Task data:
--*--
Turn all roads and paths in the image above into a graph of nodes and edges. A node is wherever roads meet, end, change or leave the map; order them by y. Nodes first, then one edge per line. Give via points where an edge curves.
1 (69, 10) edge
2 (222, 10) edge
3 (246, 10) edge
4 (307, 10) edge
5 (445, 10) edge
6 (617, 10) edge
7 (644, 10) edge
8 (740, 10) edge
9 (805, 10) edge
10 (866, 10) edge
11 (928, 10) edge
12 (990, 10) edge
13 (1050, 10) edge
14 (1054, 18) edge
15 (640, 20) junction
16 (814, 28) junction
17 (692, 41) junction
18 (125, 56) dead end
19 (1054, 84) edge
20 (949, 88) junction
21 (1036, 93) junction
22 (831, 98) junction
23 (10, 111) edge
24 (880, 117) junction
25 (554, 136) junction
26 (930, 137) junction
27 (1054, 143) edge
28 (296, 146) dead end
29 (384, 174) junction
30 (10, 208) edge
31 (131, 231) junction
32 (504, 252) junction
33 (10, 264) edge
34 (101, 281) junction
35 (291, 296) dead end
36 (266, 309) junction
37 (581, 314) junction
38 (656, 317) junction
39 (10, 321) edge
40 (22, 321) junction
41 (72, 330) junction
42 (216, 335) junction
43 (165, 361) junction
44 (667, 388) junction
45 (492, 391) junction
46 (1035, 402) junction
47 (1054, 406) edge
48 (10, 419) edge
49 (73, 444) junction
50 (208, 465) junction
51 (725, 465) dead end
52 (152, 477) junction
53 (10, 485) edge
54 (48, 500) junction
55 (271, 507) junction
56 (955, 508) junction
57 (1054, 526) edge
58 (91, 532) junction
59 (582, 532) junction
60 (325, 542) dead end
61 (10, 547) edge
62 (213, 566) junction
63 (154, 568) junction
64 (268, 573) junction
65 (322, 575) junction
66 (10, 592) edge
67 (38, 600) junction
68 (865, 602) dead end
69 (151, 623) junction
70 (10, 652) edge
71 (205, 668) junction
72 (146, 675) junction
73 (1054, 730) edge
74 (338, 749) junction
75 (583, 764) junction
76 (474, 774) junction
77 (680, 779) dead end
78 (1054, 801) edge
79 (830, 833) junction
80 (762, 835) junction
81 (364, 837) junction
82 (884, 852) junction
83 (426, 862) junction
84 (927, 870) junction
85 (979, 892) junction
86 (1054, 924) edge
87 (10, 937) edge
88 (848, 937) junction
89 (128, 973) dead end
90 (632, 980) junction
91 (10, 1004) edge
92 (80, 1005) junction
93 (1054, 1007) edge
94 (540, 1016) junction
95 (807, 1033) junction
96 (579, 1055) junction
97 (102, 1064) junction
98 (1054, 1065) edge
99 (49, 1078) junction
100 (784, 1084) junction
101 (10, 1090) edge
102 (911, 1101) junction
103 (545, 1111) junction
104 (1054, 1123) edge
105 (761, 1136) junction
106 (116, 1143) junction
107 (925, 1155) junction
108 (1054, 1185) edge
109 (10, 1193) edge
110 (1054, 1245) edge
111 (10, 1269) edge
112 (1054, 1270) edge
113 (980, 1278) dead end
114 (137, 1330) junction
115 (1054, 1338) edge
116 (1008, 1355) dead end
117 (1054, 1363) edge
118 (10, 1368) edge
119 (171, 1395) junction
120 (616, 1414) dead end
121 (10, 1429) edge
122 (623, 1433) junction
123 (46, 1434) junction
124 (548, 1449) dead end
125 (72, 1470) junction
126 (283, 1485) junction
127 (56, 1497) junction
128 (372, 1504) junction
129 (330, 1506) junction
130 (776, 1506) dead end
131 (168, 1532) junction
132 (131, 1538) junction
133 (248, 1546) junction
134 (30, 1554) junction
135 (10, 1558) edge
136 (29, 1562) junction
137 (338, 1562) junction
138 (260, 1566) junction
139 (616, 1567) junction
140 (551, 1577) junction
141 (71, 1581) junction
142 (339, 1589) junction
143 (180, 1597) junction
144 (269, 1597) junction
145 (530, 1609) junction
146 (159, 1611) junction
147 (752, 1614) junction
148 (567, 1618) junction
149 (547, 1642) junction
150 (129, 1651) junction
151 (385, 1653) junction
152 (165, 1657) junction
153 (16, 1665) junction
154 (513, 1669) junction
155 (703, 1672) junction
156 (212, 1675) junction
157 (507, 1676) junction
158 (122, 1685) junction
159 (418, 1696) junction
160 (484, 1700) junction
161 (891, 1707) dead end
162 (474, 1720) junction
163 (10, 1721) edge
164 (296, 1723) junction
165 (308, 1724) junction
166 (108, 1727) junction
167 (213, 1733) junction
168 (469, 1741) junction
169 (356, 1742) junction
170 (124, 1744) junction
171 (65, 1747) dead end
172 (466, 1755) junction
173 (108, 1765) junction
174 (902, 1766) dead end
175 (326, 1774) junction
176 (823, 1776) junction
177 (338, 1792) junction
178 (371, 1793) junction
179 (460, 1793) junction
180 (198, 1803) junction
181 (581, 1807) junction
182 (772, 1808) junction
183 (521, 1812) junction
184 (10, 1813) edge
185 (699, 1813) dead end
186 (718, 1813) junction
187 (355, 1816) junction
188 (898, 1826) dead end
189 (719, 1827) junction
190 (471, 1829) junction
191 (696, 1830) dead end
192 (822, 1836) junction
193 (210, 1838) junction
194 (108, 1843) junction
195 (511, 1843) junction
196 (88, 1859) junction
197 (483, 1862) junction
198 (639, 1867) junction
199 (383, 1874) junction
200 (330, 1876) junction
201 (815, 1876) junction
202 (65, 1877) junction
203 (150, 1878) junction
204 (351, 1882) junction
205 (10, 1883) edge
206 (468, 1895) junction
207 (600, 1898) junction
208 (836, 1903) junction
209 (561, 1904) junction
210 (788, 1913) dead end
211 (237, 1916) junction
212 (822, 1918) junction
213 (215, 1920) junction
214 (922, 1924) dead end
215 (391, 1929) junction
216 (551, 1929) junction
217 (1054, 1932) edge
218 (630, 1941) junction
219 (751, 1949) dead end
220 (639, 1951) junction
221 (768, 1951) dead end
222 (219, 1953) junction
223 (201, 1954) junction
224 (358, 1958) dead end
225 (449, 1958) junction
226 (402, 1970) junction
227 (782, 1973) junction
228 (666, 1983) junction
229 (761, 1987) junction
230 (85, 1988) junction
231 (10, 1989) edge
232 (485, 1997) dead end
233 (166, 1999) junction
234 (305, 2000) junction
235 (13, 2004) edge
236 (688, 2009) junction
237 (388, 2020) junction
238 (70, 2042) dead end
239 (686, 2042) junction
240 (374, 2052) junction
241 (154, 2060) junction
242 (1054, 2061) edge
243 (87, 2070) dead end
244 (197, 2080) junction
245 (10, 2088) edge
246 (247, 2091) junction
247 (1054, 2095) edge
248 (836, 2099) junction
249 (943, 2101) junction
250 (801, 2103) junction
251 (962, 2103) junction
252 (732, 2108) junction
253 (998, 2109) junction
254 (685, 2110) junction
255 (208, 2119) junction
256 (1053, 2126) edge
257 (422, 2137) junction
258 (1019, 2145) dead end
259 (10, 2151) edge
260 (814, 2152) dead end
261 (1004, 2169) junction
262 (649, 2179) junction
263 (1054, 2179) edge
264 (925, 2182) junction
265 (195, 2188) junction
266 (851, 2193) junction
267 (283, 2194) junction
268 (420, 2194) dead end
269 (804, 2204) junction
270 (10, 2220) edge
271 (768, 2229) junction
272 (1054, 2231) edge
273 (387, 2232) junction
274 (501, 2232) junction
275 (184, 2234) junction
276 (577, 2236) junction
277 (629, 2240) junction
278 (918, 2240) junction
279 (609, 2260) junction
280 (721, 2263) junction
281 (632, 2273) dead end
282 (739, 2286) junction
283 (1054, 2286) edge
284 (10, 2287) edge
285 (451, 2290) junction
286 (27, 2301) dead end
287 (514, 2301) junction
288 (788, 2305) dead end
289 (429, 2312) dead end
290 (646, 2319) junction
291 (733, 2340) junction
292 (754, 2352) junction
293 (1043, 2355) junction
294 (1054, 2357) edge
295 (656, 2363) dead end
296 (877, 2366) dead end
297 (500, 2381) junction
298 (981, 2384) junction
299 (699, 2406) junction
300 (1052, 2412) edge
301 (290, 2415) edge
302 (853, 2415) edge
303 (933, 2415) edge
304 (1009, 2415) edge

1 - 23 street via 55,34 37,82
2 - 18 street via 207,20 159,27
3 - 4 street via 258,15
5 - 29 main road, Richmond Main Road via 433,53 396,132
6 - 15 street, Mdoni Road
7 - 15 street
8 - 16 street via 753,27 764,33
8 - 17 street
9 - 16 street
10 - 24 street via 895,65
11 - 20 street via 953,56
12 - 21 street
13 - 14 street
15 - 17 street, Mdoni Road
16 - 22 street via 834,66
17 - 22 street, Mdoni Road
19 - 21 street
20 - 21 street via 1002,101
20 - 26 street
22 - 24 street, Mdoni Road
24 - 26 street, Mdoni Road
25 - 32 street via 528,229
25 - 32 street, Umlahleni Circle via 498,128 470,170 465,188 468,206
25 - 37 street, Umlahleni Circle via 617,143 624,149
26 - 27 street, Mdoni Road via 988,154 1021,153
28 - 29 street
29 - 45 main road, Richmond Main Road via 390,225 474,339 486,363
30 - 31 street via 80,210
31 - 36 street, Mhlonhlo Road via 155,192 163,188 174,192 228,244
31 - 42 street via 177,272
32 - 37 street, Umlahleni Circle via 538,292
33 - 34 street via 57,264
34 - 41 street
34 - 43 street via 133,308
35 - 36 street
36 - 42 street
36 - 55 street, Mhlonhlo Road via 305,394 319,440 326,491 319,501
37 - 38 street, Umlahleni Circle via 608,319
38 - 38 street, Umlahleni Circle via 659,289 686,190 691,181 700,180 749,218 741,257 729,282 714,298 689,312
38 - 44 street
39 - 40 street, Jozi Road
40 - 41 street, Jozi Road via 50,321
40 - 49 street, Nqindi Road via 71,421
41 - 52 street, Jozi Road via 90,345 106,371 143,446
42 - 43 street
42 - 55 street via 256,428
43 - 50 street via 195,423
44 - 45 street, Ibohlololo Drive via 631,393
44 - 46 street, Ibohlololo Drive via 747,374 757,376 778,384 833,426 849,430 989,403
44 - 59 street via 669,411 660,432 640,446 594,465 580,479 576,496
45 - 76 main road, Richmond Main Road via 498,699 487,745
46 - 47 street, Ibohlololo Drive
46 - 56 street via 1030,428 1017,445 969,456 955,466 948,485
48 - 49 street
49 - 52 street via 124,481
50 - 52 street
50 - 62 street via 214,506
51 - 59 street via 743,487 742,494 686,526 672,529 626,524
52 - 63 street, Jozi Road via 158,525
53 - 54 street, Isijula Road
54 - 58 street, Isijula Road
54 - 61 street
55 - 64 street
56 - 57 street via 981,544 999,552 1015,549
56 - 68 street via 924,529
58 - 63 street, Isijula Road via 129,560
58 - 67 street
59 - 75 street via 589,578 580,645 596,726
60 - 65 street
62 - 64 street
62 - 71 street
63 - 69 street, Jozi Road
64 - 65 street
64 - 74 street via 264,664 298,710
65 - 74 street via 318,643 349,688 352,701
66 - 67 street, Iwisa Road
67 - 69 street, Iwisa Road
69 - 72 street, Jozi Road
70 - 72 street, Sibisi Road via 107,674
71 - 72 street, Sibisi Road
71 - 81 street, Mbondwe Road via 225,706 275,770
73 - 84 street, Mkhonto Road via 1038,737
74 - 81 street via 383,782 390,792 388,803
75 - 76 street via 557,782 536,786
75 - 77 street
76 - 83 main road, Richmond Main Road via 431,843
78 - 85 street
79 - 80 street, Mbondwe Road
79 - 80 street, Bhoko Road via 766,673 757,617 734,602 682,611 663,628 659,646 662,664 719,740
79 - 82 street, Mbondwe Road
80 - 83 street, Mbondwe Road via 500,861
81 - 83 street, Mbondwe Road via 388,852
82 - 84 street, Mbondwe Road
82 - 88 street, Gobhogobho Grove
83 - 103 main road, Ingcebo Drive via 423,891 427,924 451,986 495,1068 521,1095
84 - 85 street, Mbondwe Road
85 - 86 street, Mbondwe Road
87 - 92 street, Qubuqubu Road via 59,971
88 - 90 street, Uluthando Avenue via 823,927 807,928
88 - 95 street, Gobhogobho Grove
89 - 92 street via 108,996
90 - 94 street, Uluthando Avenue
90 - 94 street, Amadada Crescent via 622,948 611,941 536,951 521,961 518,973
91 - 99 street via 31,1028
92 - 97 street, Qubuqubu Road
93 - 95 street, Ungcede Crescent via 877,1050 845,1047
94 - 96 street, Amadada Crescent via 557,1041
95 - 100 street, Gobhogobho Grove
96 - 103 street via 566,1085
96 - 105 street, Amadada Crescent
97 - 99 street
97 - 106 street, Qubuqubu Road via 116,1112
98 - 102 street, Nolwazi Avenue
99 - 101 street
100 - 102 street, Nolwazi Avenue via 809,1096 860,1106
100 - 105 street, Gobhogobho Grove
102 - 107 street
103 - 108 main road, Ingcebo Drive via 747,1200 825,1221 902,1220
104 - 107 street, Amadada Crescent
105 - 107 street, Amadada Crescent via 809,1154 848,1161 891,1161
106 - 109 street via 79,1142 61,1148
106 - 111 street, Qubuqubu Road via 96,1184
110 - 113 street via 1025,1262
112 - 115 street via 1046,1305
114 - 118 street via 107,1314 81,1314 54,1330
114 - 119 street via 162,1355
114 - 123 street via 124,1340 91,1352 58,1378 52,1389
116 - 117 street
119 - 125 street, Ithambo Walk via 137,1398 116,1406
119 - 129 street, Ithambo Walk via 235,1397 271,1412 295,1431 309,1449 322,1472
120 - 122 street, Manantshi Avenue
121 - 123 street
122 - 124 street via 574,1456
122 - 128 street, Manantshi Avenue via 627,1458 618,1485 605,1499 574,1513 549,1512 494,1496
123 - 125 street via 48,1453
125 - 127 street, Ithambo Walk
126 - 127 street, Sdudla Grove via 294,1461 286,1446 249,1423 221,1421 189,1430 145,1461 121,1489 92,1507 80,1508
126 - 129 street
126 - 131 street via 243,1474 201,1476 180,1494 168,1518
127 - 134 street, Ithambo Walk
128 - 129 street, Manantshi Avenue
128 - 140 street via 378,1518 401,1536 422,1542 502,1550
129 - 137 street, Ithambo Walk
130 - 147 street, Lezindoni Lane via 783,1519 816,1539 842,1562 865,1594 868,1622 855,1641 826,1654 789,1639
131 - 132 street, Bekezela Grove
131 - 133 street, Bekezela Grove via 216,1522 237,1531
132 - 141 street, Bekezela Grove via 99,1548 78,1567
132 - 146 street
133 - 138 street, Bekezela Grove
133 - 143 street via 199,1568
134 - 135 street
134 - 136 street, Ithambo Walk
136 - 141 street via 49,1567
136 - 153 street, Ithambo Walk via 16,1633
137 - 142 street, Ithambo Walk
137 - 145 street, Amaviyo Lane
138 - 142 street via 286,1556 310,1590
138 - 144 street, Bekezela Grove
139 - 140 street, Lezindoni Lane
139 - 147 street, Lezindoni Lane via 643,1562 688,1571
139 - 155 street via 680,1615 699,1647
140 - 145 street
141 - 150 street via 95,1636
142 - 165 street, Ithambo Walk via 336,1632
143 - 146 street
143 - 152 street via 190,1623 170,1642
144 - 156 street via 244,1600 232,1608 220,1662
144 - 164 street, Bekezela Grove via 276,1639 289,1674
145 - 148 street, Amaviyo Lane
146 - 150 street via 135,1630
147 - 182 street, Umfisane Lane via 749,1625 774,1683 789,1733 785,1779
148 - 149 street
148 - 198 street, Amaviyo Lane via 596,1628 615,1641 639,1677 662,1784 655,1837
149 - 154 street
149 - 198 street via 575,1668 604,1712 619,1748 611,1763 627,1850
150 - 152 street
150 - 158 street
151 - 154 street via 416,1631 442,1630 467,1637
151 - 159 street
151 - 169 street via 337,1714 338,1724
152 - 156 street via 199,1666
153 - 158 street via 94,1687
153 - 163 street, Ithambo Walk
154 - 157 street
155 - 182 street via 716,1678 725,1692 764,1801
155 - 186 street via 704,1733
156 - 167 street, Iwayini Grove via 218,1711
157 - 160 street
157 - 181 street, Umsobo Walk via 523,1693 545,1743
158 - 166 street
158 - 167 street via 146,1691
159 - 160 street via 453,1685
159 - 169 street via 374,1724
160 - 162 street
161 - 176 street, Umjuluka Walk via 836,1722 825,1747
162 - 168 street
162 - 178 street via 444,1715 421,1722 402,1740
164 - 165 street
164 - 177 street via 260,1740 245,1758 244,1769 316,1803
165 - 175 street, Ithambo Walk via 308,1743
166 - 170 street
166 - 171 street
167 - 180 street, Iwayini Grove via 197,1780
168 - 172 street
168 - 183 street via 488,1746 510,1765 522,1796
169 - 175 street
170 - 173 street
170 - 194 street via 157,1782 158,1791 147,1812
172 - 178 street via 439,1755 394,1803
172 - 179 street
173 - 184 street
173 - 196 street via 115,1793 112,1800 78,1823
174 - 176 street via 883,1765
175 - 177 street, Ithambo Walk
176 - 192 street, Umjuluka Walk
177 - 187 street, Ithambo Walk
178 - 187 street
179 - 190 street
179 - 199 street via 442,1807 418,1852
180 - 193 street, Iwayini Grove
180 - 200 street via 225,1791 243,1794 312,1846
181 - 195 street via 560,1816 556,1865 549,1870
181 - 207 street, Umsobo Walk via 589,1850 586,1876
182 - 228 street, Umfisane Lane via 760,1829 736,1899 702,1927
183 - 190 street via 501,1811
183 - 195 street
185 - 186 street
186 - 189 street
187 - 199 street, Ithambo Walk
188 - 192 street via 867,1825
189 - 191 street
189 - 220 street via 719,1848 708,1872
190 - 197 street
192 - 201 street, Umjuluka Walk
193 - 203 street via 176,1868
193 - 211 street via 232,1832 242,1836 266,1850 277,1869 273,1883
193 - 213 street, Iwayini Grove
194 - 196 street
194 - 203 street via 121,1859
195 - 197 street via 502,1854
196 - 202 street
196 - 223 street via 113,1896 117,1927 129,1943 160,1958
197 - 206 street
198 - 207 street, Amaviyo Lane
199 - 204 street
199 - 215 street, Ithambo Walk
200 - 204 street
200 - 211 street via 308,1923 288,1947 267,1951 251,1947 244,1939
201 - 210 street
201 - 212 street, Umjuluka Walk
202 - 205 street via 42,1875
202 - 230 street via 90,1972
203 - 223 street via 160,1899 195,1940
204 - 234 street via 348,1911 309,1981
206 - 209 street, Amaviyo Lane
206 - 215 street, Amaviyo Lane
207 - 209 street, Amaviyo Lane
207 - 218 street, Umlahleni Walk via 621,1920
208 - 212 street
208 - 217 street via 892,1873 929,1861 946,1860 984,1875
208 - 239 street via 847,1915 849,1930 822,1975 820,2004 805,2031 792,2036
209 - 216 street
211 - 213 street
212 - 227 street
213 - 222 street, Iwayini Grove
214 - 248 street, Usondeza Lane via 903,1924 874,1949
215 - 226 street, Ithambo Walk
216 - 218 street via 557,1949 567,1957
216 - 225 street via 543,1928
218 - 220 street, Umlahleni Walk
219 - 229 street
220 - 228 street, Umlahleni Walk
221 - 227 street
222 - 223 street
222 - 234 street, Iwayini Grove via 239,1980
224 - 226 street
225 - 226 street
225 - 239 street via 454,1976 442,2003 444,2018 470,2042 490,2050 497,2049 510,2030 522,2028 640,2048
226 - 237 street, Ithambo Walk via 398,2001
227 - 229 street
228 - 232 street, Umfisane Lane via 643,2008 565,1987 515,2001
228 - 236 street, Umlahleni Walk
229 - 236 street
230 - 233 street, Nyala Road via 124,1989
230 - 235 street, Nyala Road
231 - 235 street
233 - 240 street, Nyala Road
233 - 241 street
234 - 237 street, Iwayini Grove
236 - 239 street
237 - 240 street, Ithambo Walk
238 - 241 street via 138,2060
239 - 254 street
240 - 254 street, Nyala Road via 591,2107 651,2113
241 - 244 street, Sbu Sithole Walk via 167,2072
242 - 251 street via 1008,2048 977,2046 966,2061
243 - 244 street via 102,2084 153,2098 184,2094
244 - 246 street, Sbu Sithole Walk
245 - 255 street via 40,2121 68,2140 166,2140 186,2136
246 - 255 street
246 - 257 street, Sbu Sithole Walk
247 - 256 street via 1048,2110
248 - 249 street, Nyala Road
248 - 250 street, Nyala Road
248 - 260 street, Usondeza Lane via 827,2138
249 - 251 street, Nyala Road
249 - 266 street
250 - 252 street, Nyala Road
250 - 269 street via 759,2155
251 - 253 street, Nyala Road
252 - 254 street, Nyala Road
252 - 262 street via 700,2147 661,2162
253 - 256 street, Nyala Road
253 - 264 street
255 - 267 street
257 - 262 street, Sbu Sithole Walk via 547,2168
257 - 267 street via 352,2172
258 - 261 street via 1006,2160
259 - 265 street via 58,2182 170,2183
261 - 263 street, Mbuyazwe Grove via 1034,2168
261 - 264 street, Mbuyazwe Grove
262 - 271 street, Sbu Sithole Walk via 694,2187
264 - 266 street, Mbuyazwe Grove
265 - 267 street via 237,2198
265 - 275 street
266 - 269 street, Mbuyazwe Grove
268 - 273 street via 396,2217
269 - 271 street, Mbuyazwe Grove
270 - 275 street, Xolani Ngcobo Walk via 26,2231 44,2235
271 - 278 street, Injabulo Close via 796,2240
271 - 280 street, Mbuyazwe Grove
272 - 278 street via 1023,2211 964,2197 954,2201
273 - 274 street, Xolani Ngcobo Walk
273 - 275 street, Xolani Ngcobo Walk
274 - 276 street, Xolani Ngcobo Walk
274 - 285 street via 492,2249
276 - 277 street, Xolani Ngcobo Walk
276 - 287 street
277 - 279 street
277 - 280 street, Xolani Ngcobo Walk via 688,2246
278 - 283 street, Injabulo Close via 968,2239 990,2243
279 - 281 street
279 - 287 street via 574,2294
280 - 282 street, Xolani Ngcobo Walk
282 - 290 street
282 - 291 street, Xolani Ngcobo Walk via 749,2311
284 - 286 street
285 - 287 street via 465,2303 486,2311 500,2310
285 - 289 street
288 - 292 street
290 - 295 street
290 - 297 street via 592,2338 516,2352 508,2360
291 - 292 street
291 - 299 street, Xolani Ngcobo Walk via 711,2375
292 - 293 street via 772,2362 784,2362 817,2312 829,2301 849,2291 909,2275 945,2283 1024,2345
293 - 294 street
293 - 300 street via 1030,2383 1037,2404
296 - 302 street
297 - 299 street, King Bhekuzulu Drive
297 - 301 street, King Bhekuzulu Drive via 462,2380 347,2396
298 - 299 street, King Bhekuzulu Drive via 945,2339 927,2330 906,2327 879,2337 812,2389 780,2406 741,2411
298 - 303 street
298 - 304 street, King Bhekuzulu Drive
--*--
Requirement: Reproduce each line of the records in which "Avenue" appears.

Problem solution:
88 - 90 street, Uluthando Avenue via 823,927 807,928
90 - 94 street, Uluthando Avenue
98 - 102 street, Nolwazi Avenue
100 - 102 street, Nolwazi Avenue via 809,1096 860,1106
120 - 122 street, Manantshi Avenue
122 - 128 street, Manantshi Avenue via 627,1458 618,1485 605,1499 574,1513 549,1512 494,1496
128 - 129 street, Manantshi Avenue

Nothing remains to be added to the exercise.